Speaking of keeping things simple, I was this close 🤏 to adding Redis for state management when supporting these graph workflows. Using Redis sets and Redlock would make state handling easier, especially if when the system goes online and real users start piling in. But I’m not sure it’s the right solution. I’ll eventually need a database anyway, especially if I want to have users in my platform, and whatever database I end up using will likely have a similar mechanism for state management and I won’t really need Redis. So I’m deferring Redis, and I’m deferring the database decision. Those decisions can wait. For now, in-memory state management will do.
Why Go?
Familiarity. And simplicity. Deja vu.
Workflows need to run concurrently. Whether I decide to eventually spawn OS threads or Kubernetes pods to run workflows, it currently doesn’t matter. For now, I need to:
- Spawn the right thing when a step starts
- Wait for it to complete
- Stream its output somewhere (
$stdout? file? ELK stack? 🤷♂️ dunno) - Handle
SIGKILL/SIGTERM/SIGINTgracefully
All these come easy to me with goroutines, WaitGroups and channels (obviously simplified version of what I had until a week ago):
func (w *Worker) Run(ctx context.Context) {
// ... code omitted
// Worker pool to Spawn the right thing when a step starts
for i := 0; i < w.poolSize; i++ {
go func() {
for {
select {
case <-ctx.Done():
return
case job := <-w.JobCh:
w.OutCh <- w.processJob(ctx, job) // Wait for thing to complete
}
}
}()
}
for {
select {
case <-ctx.Done():
return // Handle signals gracefully
case out := <-w.OutCh: // Stream thing's output somewhere
fmt.Println("output: ", out)
}
}
}
Is Go the best choice?

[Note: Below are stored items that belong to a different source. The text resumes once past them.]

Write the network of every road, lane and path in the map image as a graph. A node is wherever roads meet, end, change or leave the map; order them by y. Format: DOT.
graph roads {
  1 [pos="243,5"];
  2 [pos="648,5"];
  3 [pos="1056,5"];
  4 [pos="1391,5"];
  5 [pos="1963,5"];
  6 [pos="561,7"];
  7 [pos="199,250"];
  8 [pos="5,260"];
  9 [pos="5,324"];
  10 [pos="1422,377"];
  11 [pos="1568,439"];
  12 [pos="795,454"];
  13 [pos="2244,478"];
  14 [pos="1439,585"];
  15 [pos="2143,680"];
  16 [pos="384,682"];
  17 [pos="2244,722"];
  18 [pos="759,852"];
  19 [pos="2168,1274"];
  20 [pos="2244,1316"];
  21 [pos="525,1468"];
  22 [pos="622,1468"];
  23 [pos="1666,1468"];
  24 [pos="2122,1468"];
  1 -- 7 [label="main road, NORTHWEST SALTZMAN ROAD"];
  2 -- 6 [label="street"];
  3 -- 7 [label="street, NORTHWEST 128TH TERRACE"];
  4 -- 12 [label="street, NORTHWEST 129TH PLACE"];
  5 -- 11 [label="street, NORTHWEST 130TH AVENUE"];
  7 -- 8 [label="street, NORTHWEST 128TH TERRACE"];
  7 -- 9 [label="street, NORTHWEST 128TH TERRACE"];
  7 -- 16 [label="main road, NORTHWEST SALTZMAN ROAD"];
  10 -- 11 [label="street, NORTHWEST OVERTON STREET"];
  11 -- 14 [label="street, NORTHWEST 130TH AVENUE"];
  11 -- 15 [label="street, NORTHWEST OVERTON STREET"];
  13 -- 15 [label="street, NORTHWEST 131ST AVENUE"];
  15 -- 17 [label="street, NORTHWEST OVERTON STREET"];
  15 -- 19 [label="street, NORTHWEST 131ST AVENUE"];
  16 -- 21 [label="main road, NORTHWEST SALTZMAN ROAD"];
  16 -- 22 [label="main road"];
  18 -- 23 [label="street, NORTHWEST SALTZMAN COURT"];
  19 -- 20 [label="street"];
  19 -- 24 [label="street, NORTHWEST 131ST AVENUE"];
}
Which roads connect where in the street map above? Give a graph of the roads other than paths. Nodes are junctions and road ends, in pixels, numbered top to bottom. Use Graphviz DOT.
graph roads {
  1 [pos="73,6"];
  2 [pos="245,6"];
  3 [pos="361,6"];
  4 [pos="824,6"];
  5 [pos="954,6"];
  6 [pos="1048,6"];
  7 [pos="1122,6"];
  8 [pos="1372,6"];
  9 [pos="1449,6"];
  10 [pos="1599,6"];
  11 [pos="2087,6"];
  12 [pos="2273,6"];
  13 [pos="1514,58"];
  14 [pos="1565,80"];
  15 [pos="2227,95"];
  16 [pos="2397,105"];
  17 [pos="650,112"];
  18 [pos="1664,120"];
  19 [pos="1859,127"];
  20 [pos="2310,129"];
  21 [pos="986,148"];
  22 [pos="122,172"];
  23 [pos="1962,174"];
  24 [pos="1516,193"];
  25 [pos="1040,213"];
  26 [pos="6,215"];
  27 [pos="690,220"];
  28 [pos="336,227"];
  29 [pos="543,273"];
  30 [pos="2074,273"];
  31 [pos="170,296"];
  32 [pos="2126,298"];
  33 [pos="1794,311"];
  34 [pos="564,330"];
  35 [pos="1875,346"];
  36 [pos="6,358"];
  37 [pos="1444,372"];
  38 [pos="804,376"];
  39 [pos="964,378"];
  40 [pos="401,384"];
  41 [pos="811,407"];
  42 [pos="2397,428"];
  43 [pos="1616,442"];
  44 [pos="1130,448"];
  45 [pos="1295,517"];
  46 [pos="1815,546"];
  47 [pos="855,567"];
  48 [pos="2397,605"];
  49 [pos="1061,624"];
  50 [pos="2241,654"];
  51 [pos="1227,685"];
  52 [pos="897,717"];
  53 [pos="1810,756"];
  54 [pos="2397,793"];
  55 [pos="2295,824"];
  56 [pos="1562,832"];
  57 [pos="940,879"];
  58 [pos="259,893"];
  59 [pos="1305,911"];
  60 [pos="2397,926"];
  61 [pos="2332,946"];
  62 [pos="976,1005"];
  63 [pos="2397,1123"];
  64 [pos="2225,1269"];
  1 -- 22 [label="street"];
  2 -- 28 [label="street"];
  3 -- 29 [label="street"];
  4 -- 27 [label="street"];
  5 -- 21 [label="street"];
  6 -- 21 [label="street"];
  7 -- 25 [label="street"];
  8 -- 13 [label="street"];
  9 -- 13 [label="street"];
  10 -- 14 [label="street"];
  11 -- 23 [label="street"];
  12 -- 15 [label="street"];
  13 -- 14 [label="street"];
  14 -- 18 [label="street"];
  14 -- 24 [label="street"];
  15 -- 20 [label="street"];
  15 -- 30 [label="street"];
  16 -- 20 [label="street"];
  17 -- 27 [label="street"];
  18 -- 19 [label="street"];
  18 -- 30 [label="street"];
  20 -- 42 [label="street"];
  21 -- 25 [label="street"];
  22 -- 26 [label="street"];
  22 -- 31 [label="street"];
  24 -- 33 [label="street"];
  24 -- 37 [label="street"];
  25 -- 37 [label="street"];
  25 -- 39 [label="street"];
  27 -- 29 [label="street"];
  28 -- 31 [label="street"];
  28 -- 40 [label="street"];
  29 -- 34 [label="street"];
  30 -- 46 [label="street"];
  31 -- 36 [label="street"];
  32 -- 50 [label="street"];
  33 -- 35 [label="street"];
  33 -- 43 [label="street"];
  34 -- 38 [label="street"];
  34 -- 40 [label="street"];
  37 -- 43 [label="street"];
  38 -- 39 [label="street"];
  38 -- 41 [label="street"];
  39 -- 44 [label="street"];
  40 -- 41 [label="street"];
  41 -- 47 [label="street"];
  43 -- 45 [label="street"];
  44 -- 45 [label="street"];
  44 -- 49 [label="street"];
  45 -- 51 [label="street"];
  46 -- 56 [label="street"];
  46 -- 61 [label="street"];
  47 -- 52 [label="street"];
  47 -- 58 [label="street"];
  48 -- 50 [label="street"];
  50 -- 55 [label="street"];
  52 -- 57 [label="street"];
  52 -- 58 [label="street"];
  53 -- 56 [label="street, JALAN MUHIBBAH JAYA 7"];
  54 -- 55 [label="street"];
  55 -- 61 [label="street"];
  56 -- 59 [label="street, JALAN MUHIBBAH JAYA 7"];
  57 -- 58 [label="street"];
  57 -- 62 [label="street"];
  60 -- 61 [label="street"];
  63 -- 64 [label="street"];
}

Generally speaking? In the long term? Probably not, probably Erlang or Elixir would be best, mainly because of how BEAM can orchestrate clusters of machines. But I know Go better than Elixir. That does it for now.
From Toy to Tool
Now I have a working toy: a Workflow Orchestrator that runs Bash scripts in the least secure way. But it works, as far as prototypes go. And now, more decisions loom:
- How do I store and consume workflow definitions?
- Do I want to move from stateful workers into a stateless model?
- How do I expose step results for real-time and historical views?
- How should errors bubble up to users?
- What kind of database can handle high-throughput, append-only log data?
- Should steps be allowed to retry? Be skipped? Be paused?
Some of these decisions can still wait. But the system is malleable, and that’s the whole point: I build by not rushing the decision that doesn’t need rushing.